Forty years before the son of a U.S. president picked
Cheney to be his running mate, the son of a Massachusetts
governor picked him to be his sophomore-year roommate.
Mark Furcolo, whose father, Foster, had been elected
governor as a Democrat, invited Cheney to Cape Cod for
a visit. "Dick came back enraptured," Plotkin
says. "He was fascinated by the official state
cars and planes. The trappings of it got him."
It could have been the start of a brilliant career
-- in the Massachusetts of the 1960s, it would not have
been too great a leap from the Furcolos to the Kennedys.
Instead, after only one term as a Yale sophomore, Cheney
dropped out. "Dick never had the experience of
learning from his mistakes," says Tom Fake, a Natrona
classmate who also won a Yale scholarship. But he learned
something perhaps more important to this future success.
"He found a path that got him into powerful positions"
is how Plotkin puts it.
After leaving Yale, Cheney had one of his few experiences
working in the private sector, on a telephone-company
repair crew. He showed no interest, one way or another,
in the Vietnam War -- until a Texas president, nearly
forty years before George W. Bush, turned a remote foreign
struggle into a catastrophic, unwinnable war.
Thanks to Lyndon Johnson's escalation of Vietnam, lounging
around was suddenly no longer an option. Cheney snapped
into action. First he enrolled in Casper Community College;
then he went to the University of Wyoming. That kept
him out of the draft until August 7th, 1964, when Congress
initiated massive conscription in the armed forces.
Three weeks later, Cheney married Lynne Vincent, his
high school girlfriend, earning him another deferment.
Then, on October 26th, 1965, the Selective Service announced
that childless married men no longer would be exempted
from having to fight for their country. Nine months
and two days later, the first of Cheney's two daughters,
Elizabeth, was born. All told, between 1963 and 1966,
Cheney received five deferments.
In January 1967, when he was enrolled at the University
of Wisconsin, Cheney passed his twenty-sixth birthday,
making him safe from the draft -- and making it safe
for him to abandon work on a doctoral degree. He had
taken to hanging out with local politicians and acted
as an unpaid assistant to Wisconsin's moderate Republican
governor, Warren Knowles. In 1968, he used Knowles to
get a progressive Wisconsin Republican congressman named
William Steiger to let him work as an intern in his
office in Washington.
For the first time, Cheney went to live in a city with
a population of more than 200,000 people.
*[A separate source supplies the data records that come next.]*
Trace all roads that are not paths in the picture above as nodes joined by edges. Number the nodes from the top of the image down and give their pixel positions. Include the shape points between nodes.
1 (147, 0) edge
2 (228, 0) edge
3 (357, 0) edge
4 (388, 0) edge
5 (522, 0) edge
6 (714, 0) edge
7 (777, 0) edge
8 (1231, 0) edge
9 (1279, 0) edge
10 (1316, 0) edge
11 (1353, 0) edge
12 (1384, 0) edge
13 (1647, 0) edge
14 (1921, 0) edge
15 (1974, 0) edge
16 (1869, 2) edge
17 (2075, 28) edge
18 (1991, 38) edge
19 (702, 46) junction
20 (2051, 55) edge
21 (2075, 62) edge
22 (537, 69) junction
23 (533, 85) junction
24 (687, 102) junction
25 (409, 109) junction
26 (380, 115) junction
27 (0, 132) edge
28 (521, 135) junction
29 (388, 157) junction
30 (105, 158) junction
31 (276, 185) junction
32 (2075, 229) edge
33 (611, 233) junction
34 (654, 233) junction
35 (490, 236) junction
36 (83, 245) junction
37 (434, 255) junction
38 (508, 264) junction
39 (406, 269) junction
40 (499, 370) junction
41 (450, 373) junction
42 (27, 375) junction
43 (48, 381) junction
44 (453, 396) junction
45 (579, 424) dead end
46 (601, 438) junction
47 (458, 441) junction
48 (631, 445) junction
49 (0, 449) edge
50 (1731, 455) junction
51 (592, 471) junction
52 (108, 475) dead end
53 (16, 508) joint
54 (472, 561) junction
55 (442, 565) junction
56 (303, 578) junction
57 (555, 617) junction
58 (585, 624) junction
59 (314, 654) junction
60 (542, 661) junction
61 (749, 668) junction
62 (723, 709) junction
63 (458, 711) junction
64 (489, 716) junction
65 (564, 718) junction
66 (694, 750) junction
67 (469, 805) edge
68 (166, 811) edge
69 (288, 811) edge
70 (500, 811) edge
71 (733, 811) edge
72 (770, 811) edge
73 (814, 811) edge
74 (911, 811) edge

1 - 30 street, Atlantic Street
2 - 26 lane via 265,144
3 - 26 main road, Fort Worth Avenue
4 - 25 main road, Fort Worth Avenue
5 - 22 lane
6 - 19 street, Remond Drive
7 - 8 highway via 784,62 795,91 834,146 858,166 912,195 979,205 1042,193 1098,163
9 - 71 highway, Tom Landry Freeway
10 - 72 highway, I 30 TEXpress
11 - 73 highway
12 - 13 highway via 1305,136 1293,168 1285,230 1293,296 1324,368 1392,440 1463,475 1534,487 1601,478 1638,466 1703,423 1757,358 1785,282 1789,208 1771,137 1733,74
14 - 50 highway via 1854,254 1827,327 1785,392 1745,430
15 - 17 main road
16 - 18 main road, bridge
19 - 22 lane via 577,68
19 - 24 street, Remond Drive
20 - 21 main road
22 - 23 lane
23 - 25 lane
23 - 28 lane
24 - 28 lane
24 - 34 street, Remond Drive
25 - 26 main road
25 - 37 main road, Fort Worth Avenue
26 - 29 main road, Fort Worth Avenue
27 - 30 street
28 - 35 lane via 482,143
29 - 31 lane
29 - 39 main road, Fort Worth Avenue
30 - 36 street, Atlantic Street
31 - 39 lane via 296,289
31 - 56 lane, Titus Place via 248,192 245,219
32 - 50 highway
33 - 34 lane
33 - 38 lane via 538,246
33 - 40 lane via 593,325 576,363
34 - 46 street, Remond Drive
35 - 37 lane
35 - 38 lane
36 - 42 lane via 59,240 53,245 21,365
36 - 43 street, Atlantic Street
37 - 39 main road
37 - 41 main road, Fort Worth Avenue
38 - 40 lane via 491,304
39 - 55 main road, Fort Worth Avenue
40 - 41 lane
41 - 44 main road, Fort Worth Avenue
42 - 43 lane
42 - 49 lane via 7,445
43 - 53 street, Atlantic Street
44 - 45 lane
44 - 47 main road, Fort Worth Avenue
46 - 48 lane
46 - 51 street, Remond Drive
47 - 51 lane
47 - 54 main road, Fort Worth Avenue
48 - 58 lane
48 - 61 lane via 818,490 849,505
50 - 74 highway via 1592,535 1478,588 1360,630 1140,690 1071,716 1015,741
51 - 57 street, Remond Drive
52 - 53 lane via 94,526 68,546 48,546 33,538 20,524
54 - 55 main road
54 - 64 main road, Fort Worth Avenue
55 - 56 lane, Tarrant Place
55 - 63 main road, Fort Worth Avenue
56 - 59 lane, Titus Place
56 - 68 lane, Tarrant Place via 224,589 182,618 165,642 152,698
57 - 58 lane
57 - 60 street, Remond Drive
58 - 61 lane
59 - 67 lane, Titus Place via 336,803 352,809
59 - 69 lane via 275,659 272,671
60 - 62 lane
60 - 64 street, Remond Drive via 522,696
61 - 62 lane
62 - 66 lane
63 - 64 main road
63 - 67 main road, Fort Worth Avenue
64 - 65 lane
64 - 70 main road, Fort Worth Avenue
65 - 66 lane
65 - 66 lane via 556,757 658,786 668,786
What happened
next occurred with amazing ease and speed. Having
used Knowles as a steppingstone to Steiger, Cheney used
Steiger as a steppingstone to a Nixon appointee named
Donald Rumsfeld, then head of the Office of Economic
Opportunity. "What I saw was a young fellow, intelligent,
purposeful, laid-back," Rumsfeld later remembered,
when asked why he'd hired Cheney. His greatest utility,
then and later, was that he lapped up work that higher-ranking
officials were happy to see disappear from their plates.